Here are four tips to help you survive a winter of riding:
1. Manage your layers. When approaching a hill, prepare by opening the zipper on your outer layer and/or on your underarms. If you have a balaclava on, pull it down under your chin. If you are wearing arm warmers, roll them down a bit. All of this will let out some excess heat and prevent moisture buildup inside your gear. Once you hit the top, zip up, roll up, pull up and drop like a stone!
2. Use those old hiking socks. When you don't have the option of putting extra socks inside your bike shoes (talk about discomfort!), put those socks that Aunt Edna made for you to good use. Cut a hole in the mid-foot (on the bottom) for your cleat to fit through. Make sure its big enough so that it won't get caught in the pedal (best way is to put it over your bike shoe and cut it off around the cleat).

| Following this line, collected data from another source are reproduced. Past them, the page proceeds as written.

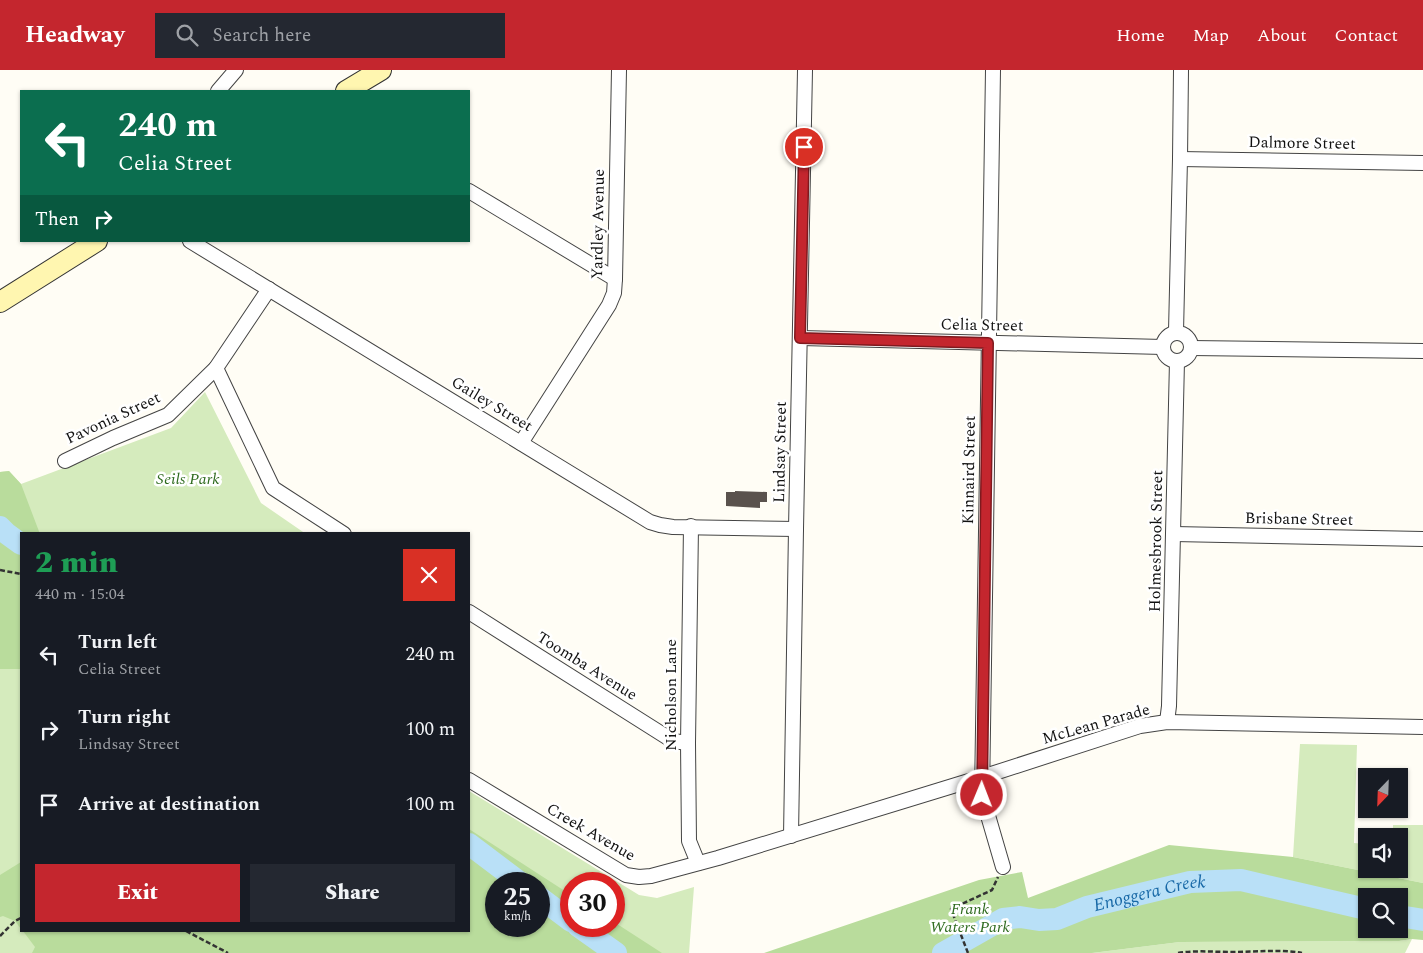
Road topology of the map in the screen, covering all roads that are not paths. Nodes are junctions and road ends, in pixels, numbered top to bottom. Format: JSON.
{"nodes":[{"id":1,"x":236,"y":70,"type":"edge"},
{"id":2,"x":381,"y":70,"type":"edge"},
{"id":3,"x":619,"y":70,"type":"edge"},
{"id":4,"x":805,"y":70,"type":"edge"},
{"id":5,"x":993,"y":70,"type":"edge"},
{"id":6,"x":1181,"y":70,"type":"edge"},
{"id":7,"x":219,"y":90,"type":"edge"},
{"id":8,"x":348,"y":90,"type":"edge"},
{"id":9,"x":1180,"y":159,"type":"junction"},
{"id":10,"x":1423,"y":162,"type":"edge"},
{"id":11,"x":470,"y":192,"type":"edge"},
{"id":12,"x":95,"y":242,"type":"edge"},
{"id":13,"x":192,"y":242,"type":"edge"},
{"id":14,"x":615,"y":278,"type":"junction"},
{"id":15,"x":269,"y":289,"type":"junction"},
{"id":16,"x":0,"y":302,"type":"edge"},
{"id":17,"x":1176,"y":332,"type":"junction"},
{"id":18,"x":800,"y":338,"type":"junction"},
{"id":19,"x":988,"y":343,"type":"junction"},
{"id":20,"x":1163,"y":347,"type":"junction"},
{"id":21,"x":1191,"y":348,"type":"junction"},
{"id":22,"x":1423,"y":351,"type":"edge"},
{"id":23,"x":1177,"y":361,"type":"junction"},
{"id":24,"x":216,"y":368,"type":"junction"},
{"id":25,"x":521,"y":443,"type":"junction"},
{"id":26,"x":65,"y":461,"type":"dead end"},
{"id":27,"x":690,"y":526,"type":"junction"},
{"id":28,"x":796,"y":529,"type":"junction"},
{"id":29,"x":341,"y":532,"type":"edge"},
{"id":30,"x":1174,"y":534,"type":"junction"},
{"id":31,"x":1423,"y":539,"type":"edge"},
{"id":32,"x":470,"y":613,"type":"edge"},
{"id":33,"x":1168,"y":722,"type":"junction"},
{"id":34,"x":1423,"y":727,"type":"edge"},
{"id":35,"x":688,"y":742,"type":"junction"},
{"id":36,"x":982,"y":777,"type":"junction"},
{"id":37,"x":470,"y":781,"type":"edge"},
{"id":38,"x":791,"y":836,"type":"junction"},
{"id":39,"x":698,"y":863,"type":"junction"},
{"id":40,"x":1003,"y":867,"type":"road end"}],
"edges":[{"from":1,"to":7,"type":"street"},
{"from":2,"to":8,"type":"main road"},
{"from":3,"to":14,"type":"street","name":"Yardley Avenue"},
{"from":4,"to":18,"type":"street","name":"Lindsay Street"},
{"from":5,"to":19,"type":"street","name":"Kinnaird Street"},
{"from":6,"to":9,"type":"street"},
{"from":9,"to":10,"type":"street","name":"Dalmore Street"},
{"from":9,"to":17,"type":"street"},
{"from":11,"to":14,"type":"street"},
{"from":12,"to":16,"type":"main road"},
{"from":13,"to":15,"type":"street","name":"Gailey Street"},
{"from":14,"to":25,"type":"street","name":"Yardley Avenue"},
{"from":15,"to":24,"type":"street","name":"Pavonia Street"},
{"from":15,"to":25,"type":"street","name":"Gailey Street"},
{"from":17,"to":20,"type":"street"},
{"from":17,"to":21,"type":"street"},
{"from":18,"to":19,"type":"street","name":"Celia Street"},
{"from":18,"to":28,"type":"street","name":"Lindsay Street"},
{"from":19,"to":20,"type":"street","name":"Celia Street"},
{"from":19,"to":36,"type":"street","name":"Kinnaird Street"},
{"from":20,"to":23,"type":"street"},
{"from":21,"to":22,"type":"street"},
{"from":21,"to":23,"type":"street"},
{"from":23,"to":30,"type":"street","name":"Holmesbrook Street"},
{"from":24,"to":26,"type":"street","name":"Pavonia Street"},
{"from":24,"to":29,"type":"street"},
{"from":25,"to":27,"type":"street","name":"Gailey Street"},
{"from":27,"to":28,"type":"street","name":"Gailey Street"},
{"from":27,"to":35,"type":"street","name":"Nicholson Lane"},
{"from":28,"to":38,"type":"street","name":"Lindsay Street"},
{"from":30,"to":31,"type":"street","name":"Brisbane Street"},
{"from":30,"to":33,"type":"street","name":"Holmesbrook Street"},
{"from":32,"to":35,"type":"street","name":"Toomba Avenue"},
{"from":33,"to":34,"type":"street","name":"McLean Parade"},
{"from":33,"to":36,"type":"street","name":"McLean Parade"},
{"from":35,"to":39,"type":"street","name":"Nicholson Lane"},
{"from":36,"to":38,"type":"street","name":"McLean Parade"},
{"from":36,"to":40,"type":"street","name":"Kinnaird Street"},
{"from":37,"to":39,"type":"street","name":"Creek Avenue"},
{"from":38,"to":39,"type":"street","name":"Creek Avenue"}]}
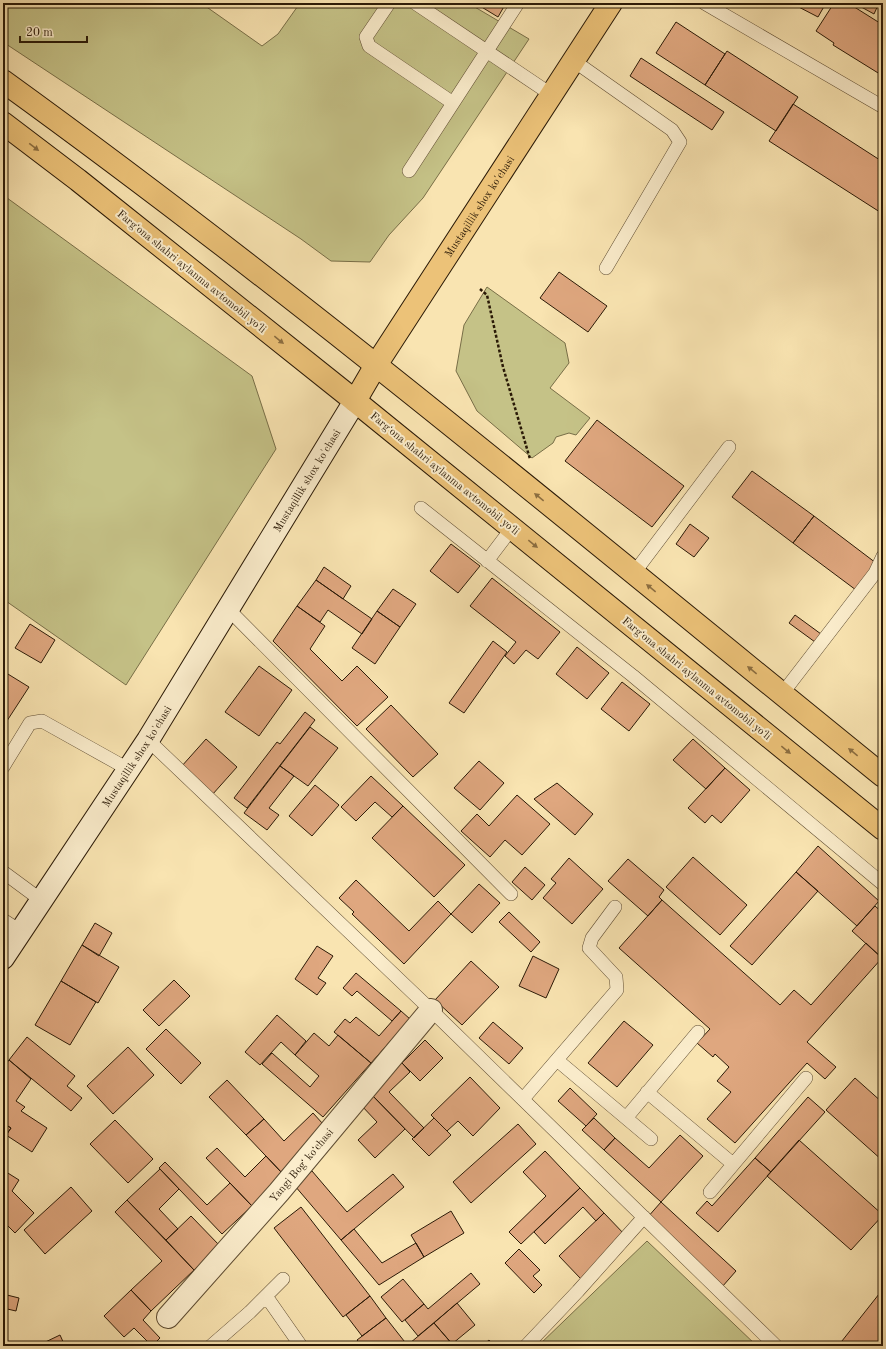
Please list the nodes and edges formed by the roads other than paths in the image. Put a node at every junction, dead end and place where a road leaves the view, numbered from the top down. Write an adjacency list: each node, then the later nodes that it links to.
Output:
1 (389, 3): 10 (lane)
2 (416, 3): 6 (lane)
3 (518, 3): 6 (lane)
4 (611, 3): 7 (main road, Mustaqillik shox ko'chasi)
5 (704, 3): 11 (lane)
6 (487, 52): 9 (lane); 10 (lane)
7 (574, 61): 9 (main road, Mustaqillik shox ko'chasi); 14 (lane)
8 (3, 81): 15 (main road)
9 (552, 95): 15 (main road, Mustaqillik shox ko'chasi)
10 (454, 103): 13 (lane)
11 (883, 107)
12 (3, 123): 16 (main road, Fargʻona shahri aylanma avtomobil yoʻli, one-way to 16)
13 (409, 171)
14 (606, 268)
15 (376, 365): 16 (main road, Mustaqillik shox ko'chasi); 22 (main road, one-way to 15)
16 (355, 401): 19 (main road, Fargʻona shahri aylanma avtomobil yoʻli); 23 (main road, Mustaqillik shox ko'chasi)
17 (729, 447): 22 (lane)
18 (420, 508): 21 (lane)
19 (512, 528): 21 (lane); 29 (main road, Fargʻona shahri aylanma avtomobil yoʻli, one-way to 29)
20 (883, 556): 24 (lane)
21 (487, 561): 31 (lane)
22 (634, 573): 24 (main road, one-way to 22)
23 (228, 609): 25 (main road, Mustaqillik shox ko'chasi); 32 (lane)
24 (782, 694): 28 (main road, one-way to 24)
25 (148, 740): 27 (main road, Mustaqillik shox ko'chasi); 37 (lane)
26 (3, 767): 27 (lane)
27 (128, 769): 33 (main road, Mustaqillik shox ko'chasi)
28 (883, 776)
29 (883, 829)
30 (3, 872): 33 (lane)
31 (883, 884)
32 (511, 894)
33 (41, 900): 35 (main road, Mustaqillik shox ko'chasi)
34 (615, 907): 39 (lane)
35 (12, 926): 36 (main road, Mustaqillik shox ko'chasi)
36 (3, 958)
37 (431, 1010): 42 (lane); 50 (main road, Yangi Bogʻ koʻchasi)
38 (698, 1032): 41 (lane)
39 (557, 1060): 42 (lane); 43 (lane)
40 (806, 1078): 45 (lane)
41 (647, 1092): 43 (lane); 45 (lane)
42 (523, 1099): 47 (lane)
43 (626, 1118): 44 (lane)
44 (651, 1139)
45 (733, 1164): 46 (lane)
46 (710, 1192)
47 (644, 1217): 53 (lane); 54 (lane)
48 (283, 1279): 49 (lane)
49 (266, 1296): 51 (lane); 52 (lane)
50 (168, 1317)
51 (211, 1346)
52 (302, 1346)
53 (526, 1346)
54 (776, 1346)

3. No ice please. Keep your water bottle in the back of your jersey, under your outer layer, instead of on your down/seat tubes. The warmth you give off as you ride will keep the fluid from freezing.
4. Stay hydrated. It's easy not to drink when it's cold outside. You still need to keep getting those fluids in, especially if you like to drink coffee or hot cocoa in the wintertime (both will dehydrate you). The good news is that you won't be riding long enough to need too much water (and if you are, make it two loops from home to get a new base layer on and fill up).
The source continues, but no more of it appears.